Billy came home to live on Fletcher’s Seattle-area horse farm in 2006, where she once dabbled in Thoroughbred retraining before deciding she just wanted to ride competitively.

She’d previously owned a talented Quarter Horse jumper and also a Warmblood who was so gifted she thought of him as her “horse of a lifetime.” But then Billy, a horse she says was a “physical train wreck” was backed off the trailer to take up residency.

Race name: Billy L
Sire: Dance at Dinner
Dam: Honey Sugar
Foal date: April 2001
For months he underwent rehabilitation for lameness and issues related to his pelvis. He was attended to by a veterinarian, an acupuncturist, a massage therapist, and other equine specialists, before he finally emerged as a strong, balanced horse.

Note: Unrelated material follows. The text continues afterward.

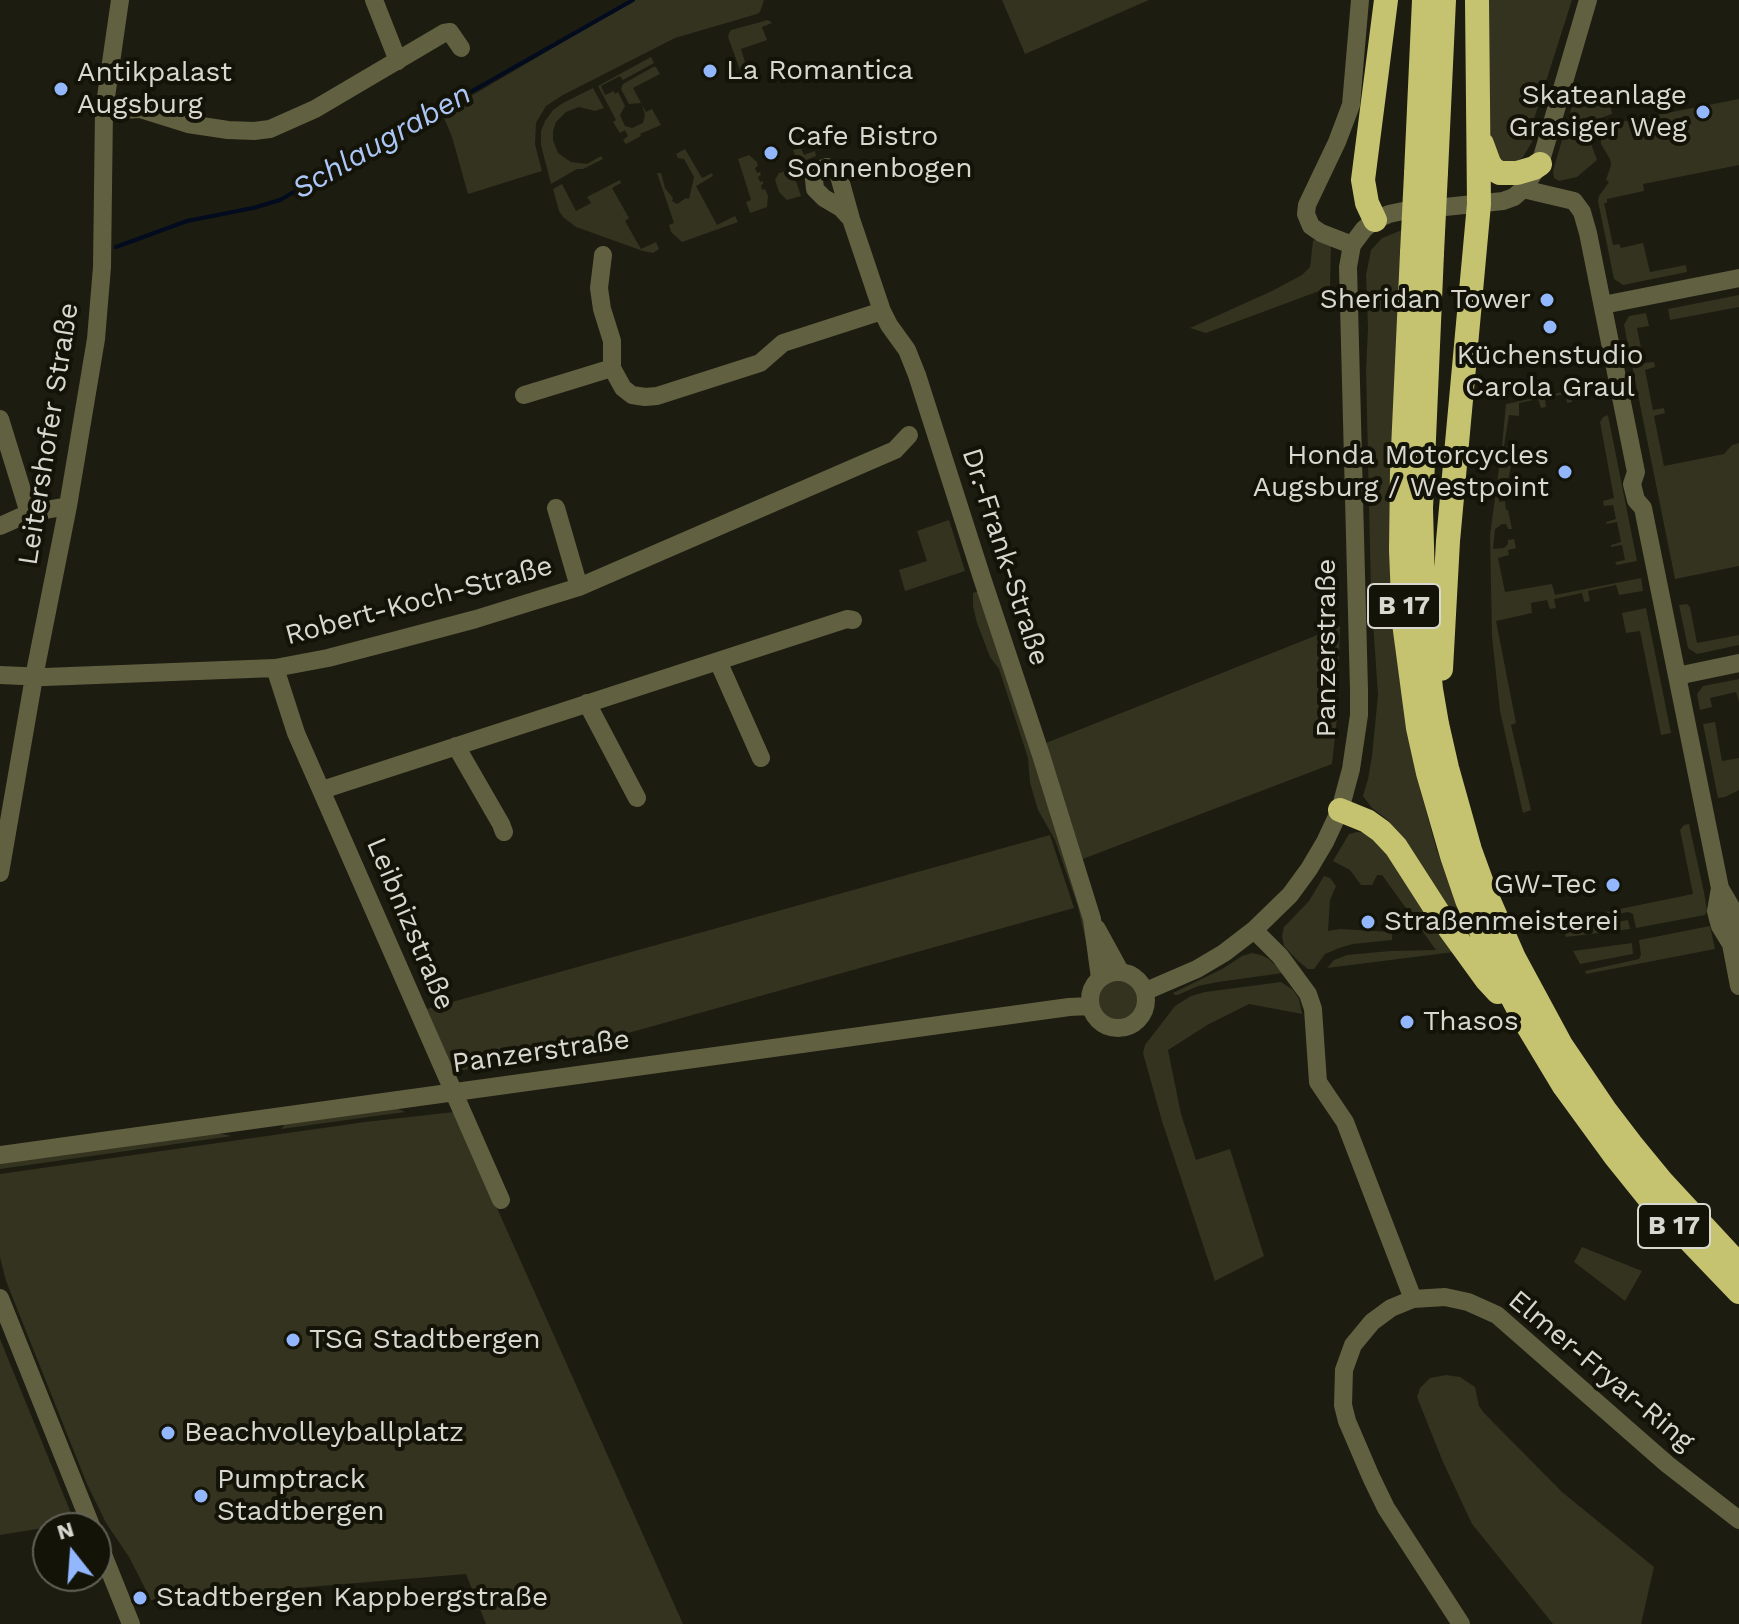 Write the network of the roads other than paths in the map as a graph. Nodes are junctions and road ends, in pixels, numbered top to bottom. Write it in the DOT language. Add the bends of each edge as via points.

“My vet and body worker did amazing work,” she says, noting that when Billy first came home he couldn’t pick up his left-lead canter.

Although not a charmer on the ground, Billy was beautifully poised and cooperative under saddle. “He was such a jerk on the ground, but as soon as I got in the saddle, it was as though he said, ‘OK. This is my job.’ He took it very seriously.” says Fletcher.

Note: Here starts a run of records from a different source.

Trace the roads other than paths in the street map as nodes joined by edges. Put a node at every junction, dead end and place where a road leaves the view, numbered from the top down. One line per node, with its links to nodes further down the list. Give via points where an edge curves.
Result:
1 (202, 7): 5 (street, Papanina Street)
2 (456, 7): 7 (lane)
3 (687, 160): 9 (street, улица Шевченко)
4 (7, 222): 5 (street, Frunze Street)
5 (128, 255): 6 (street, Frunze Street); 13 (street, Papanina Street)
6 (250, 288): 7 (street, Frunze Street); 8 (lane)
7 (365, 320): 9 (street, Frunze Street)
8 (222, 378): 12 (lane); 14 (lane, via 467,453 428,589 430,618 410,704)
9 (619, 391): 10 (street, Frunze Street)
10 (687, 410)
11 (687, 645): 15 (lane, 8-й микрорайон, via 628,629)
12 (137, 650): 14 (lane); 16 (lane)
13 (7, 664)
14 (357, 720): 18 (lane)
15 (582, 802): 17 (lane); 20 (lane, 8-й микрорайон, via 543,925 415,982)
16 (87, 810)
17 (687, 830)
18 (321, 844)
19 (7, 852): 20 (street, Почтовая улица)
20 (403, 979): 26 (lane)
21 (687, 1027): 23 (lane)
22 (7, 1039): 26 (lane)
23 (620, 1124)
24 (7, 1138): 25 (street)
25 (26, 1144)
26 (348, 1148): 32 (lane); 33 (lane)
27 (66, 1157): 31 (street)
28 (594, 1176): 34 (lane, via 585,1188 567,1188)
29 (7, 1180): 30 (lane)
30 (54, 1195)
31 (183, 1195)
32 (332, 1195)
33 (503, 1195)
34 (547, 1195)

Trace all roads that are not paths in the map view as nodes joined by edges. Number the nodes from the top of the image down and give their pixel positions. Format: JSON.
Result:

There wasn’t anything she put in front of him that he didn’t neatly clear.

Balanced and beautiful

She started jumping him over cross rails and eventually found a young girl to ride him at a 2-foot-6 show. He had never before jumped that height or the variety of obstacles, and he handled it like a champ.

“He never put a foot wrong. He was a complete rock star,” Fletcher says. “He wasn’t pretty; he didn’t jump well. But he went around and did it all.”

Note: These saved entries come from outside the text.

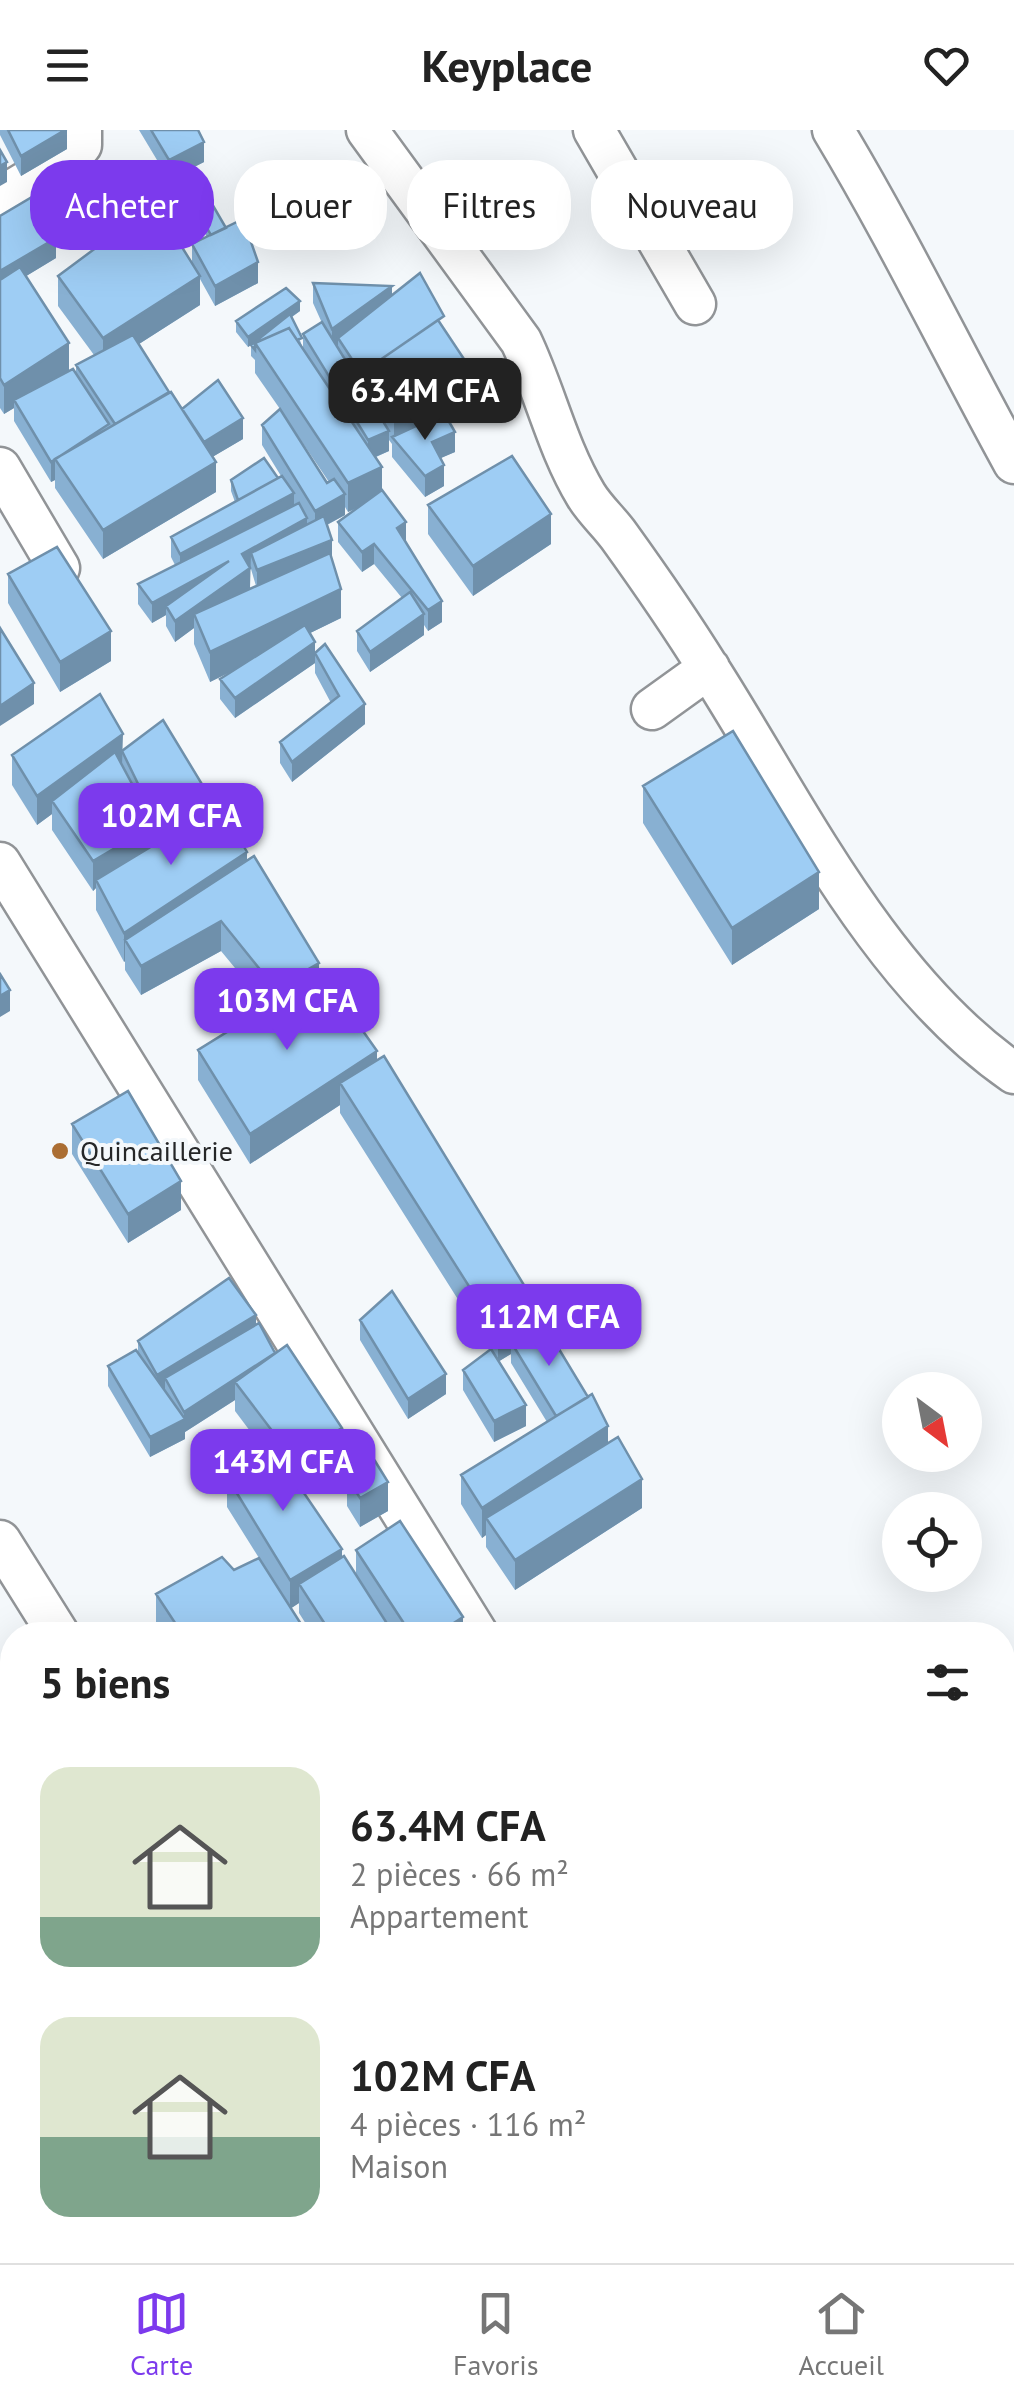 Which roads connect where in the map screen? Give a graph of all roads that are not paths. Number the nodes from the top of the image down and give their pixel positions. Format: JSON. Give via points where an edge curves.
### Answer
{"nodes":[{"id":1,"x":81,"y":130,"type":"edge"},
{"id":2,"x":367,"y":130,"type":"edge"},
{"id":3,"x":594,"y":130,"type":"edge"},
{"id":4,"x":833,"y":130,"type":"edge"},
{"id":5,"x":0,"y":198,"type":"edge"},
{"id":6,"x":695,"y":304,"type":"dead end"},
{"id":7,"x":1014,"y":463,"type":"edge"},
{"id":8,"x":0,"y":468,"type":"edge"},
{"id":9,"x":60,"y":568,"type":"edge"},
{"id":10,"x":708,"y":668,"type":"junction"},
{"id":11,"x":652,"y":709,"type":"dead end"},
{"id":12,"x":0,"y":863,"type":"edge"},
{"id":13,"x":1014,"y":1073,"type":"edge"},
{"id":14,"x":0,"y":1541,"type":"edge"},
{"id":15,"x":52,"y":1622,"type":"edge"},
{"id":16,"x":470,"y":1622,"type":"edge"}],
"edges":[{"from":1,"to":5,"type":"street","via":[[82,145],[74,153]]},
{"from":2,"to":10,"type":"street","via":[[520,341],[585,494]]},
{"from":3,"to":6,"type":"street"},
{"from":4,"to":7,"type":"street"},
{"from":8,"to":9,"type":"street"},
{"from":10,"to":11,"type":"street"},
{"from":10,"to":13,"type":"street","via":[[844,888],[922,989],[967,1037]]},
{"from":12,"to":16,"type":"street"},
{"from":14,"to":15,"type":"street"}]}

And this is how it went as Billy learned in the show ring to jump higher and higher. “I’d take him to shows with jumps he’d never seen before,” she says. “He didn’t bat an eye. In 2009, I stuck him in a 3-foot-9 Jumper class and he went around and won a couple classes. At the next show, he did so well that we moved him up to 4 foot and then to 4-foot-3. He never touched a jump.”

It wasn’t until Billy was asked to clear 4-foot7 that he even folded his front legs. His style was to power up to a jump with his massive hind end and propel himself over. “He never used his neck or his back. He just went completely off his hind end.”

She admits that more than one observer commented on Billy’s “unconventional” style. And it became a bit of a pet peeve to her that others couldn’t see the beauty of her horse’s style, just because he didn’t lift his knees to his eyeballs, as she puts it.

Despite their doubt, she pressed on.

Making it look easy

Last year, Billy finally did tuck his legs and jumped in a more classic style. He competed in the Grand Prix (1.40 meter/4-foot7) division and won the Zone 9 USEF Amateur Owner Jumper for 2010, also earning a Horse of the Year designation.

This year, Fletcher hopes to move him up to the Big Grand Prix (1.45 or 1.50 meter/4-foot11) division.

As she rides to greater and greater success, Fletcher says she has come to see ex-racehorse Thoroughbreds as capable athletes gifted enough to ride against the “big boys.”

“So many people said Billy was too unconventional, and why was I wasting my time,” Fletcher says. “Now people say I saw something the rest of them didn’t.”

 

3 responses to “Billy L powers to Grand Prix heights”

  1. skh

    And they are still going strong today in 2017, jumping the big sticks. So fun to see this about Lindsey and Billy. I didn’t know this was written about them!

  2. Amy Bush

    Love, love, love it!!! I enjoyed this story very much! The stories that involve a horse that no one wanted and no one saw potential in are my favorites. I love to hear the turn around. I love to hear that people take the time to help the underdog not only win, but excel! Those will always be my favorite stories!!! I feel like we will be rewarded in heaven for the work we do hear on earth…even if it involves saving and advancing these beautiful horses! Good fortune to you and Billy L!